What we know from the stories of the life of Jesus is that a righteous life is not an easy life. A righteous life is an abundant life. Paradoxically, doing justice, loving mercy and walking humbly with God will bring us more joy than a self-centered life will. It is deeply meaningful, and sometimes it’s exhausting. It’s a life of vulnerability, of being willing to let your heart be moved by the suffering of the world. Really doing justice will be inconvenient for us. We can’t love mercy from a distance. Walking humbly with God means being willing to change. The United Church of Christ’s statement of faith says that God calls us to accept the joy and the cost of discipleship.
And THAT is why resurrection matters. If we are going to tackle the suffering of the world, we can only have the stamina to do it if we are confident that the power of death has already been defeated. The justice we do, the mercy we extend, is part of undoing the effects of the power of death in the world. It has been defeated, but there’s still a lot of knots to untie. The loving actions we take, they matter deeply, they are fueled by the power of life. The promise of resurrection energizes us.
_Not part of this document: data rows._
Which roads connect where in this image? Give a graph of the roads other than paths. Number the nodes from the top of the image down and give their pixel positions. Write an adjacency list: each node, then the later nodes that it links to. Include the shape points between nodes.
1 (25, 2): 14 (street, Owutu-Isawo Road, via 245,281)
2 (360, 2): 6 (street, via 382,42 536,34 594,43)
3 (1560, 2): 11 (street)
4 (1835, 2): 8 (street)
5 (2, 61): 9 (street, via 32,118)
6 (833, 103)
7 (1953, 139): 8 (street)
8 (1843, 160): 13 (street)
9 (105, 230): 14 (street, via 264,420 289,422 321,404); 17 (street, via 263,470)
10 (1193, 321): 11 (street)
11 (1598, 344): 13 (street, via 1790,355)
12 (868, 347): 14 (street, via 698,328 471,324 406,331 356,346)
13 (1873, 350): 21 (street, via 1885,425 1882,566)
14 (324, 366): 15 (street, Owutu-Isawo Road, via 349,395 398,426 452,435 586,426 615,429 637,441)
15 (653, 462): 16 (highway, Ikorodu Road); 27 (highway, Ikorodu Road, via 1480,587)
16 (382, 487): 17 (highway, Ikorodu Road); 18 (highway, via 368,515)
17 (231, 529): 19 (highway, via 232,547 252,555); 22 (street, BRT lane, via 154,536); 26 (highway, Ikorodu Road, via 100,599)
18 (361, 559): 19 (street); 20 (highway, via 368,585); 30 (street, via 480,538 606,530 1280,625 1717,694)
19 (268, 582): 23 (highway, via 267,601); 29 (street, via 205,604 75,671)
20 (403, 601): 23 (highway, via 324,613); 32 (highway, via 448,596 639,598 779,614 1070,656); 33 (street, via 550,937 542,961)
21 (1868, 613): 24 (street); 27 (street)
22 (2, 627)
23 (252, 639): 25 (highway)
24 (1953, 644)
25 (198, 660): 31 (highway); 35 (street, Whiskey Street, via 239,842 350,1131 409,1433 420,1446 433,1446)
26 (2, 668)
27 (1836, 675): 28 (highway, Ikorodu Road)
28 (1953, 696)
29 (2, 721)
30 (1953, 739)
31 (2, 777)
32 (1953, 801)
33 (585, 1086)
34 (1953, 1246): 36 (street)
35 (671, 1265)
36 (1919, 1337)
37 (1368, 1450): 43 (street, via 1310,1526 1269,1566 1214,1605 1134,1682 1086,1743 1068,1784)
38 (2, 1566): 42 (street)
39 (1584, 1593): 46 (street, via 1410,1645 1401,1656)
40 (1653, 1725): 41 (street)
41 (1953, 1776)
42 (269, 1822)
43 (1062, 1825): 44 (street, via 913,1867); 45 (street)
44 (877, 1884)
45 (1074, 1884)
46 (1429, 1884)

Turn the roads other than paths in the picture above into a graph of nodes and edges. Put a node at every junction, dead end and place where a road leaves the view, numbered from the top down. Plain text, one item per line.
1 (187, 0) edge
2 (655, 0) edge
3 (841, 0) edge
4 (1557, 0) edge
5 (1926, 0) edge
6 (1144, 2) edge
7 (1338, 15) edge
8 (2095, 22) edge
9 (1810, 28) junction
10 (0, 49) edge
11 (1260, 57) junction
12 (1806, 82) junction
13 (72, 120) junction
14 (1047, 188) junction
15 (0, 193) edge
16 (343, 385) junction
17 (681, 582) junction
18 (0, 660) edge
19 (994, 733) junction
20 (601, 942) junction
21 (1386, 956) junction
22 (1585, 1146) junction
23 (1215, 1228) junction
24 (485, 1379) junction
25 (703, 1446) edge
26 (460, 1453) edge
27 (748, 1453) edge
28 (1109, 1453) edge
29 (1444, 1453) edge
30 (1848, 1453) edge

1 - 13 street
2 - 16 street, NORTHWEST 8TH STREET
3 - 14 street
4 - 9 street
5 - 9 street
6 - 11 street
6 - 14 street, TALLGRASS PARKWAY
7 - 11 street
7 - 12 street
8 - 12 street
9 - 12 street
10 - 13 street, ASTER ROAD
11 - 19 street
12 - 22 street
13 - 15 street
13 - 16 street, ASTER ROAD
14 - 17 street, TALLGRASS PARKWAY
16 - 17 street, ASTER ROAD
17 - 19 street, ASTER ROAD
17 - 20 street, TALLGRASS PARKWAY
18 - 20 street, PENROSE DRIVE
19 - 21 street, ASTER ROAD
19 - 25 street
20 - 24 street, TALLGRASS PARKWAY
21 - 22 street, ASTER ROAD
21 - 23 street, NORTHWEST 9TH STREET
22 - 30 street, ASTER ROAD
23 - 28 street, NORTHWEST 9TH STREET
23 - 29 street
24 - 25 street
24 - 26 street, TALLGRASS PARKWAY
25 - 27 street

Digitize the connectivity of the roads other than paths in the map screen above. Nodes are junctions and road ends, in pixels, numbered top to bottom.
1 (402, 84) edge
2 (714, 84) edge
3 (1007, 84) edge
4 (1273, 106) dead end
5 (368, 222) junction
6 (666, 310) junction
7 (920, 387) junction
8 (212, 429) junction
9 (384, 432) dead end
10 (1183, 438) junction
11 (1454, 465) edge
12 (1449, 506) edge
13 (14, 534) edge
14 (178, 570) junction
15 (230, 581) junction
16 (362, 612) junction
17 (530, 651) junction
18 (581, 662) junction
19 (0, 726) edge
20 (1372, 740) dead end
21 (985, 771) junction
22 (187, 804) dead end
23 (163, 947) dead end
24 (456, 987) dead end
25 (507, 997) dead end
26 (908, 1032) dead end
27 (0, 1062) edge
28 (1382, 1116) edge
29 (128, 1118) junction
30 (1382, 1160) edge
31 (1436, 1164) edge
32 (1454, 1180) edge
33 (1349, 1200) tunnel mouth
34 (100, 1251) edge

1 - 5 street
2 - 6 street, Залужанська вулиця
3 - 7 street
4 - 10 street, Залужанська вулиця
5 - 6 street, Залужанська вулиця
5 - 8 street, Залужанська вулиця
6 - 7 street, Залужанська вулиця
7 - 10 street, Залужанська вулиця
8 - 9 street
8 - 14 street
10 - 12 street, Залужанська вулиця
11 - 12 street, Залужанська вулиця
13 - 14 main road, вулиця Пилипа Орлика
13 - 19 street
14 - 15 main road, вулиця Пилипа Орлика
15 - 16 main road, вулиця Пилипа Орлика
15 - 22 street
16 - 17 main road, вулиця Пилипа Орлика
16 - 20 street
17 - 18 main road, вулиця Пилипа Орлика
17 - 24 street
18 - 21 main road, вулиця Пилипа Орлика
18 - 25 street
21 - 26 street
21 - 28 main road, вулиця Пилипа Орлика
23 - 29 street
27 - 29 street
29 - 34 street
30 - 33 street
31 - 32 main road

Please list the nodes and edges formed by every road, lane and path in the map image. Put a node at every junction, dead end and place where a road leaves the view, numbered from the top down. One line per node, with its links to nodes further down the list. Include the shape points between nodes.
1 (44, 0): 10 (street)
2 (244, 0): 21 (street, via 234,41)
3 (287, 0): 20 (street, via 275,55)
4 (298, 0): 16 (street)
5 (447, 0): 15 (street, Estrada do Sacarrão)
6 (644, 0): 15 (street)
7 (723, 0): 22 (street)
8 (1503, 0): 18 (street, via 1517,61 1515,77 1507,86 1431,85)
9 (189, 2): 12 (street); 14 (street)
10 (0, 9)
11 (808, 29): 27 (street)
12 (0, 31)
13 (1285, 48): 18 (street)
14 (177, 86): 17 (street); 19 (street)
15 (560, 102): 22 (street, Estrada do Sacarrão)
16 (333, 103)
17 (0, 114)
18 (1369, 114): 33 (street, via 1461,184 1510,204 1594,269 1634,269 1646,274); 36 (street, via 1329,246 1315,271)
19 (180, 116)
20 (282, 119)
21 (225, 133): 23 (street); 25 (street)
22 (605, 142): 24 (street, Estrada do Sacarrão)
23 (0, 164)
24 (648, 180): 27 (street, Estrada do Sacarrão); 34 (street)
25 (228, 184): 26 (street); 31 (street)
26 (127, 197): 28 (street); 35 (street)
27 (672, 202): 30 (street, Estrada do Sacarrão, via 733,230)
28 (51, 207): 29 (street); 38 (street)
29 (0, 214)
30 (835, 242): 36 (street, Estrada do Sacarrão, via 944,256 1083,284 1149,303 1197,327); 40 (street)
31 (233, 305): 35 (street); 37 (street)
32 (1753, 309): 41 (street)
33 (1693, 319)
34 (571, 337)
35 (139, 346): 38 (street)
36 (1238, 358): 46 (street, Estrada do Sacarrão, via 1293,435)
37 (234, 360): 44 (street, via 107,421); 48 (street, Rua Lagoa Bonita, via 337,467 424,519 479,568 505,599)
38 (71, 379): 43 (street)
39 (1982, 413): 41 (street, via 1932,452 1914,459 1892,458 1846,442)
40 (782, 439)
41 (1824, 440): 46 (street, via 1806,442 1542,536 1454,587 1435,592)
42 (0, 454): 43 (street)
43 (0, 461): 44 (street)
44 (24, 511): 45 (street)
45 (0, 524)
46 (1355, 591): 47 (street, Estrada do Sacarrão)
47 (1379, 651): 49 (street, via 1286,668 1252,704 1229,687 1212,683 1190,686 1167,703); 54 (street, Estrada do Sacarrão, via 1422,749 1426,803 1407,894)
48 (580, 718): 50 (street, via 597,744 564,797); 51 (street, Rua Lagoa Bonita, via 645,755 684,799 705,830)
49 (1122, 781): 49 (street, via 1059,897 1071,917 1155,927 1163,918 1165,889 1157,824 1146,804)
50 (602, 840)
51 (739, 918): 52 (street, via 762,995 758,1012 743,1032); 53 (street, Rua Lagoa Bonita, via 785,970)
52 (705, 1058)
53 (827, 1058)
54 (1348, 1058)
And so what we celebrate today is not simply that Jesus came back to life so we can go to heaven when we die. What we celebrate today is the victory of the power of life over the power of death. The power of death, which is active in all the world’s suffering and seeks to extinguish our lights, and seems so strong to us, the power of death is NOTHING when faced with the power of life. The grip of death was broken as God forced open the fist of evil. All that evil seeks to do, God has already undone. In Christ and with Christ, we live in the power of life when we follow the pattern Jesus set out for us. We are resurrection people!
Which is what we celebrate as we come to the table this morning. This table, which is big enough for the whole world, has many meanings to us. In a few moments, I will speak again the ancient words 1 Corinthians, which ends with the reminder that whenever we eat this bread and drink this cup, we proclaim the Lord’s death until he comes. And today of all days, we might want to omit the part about remembering his death, but I think we shouldn’t. If we don’t remember his death, if we don’t remember that the power of death did as much as it could do to Jesus, we won’t feel the impact of the resurrection.
And so beloved ones, let us meet Christ again here at this glorious table. Because as our ancestors in the faith have insisted for hundreds of years, this is the joyful feast of the people of God. People of all genders, all ages, and all races—people with every type of body—come from the east and the west, from the north and the south, and gather about Christ’s table.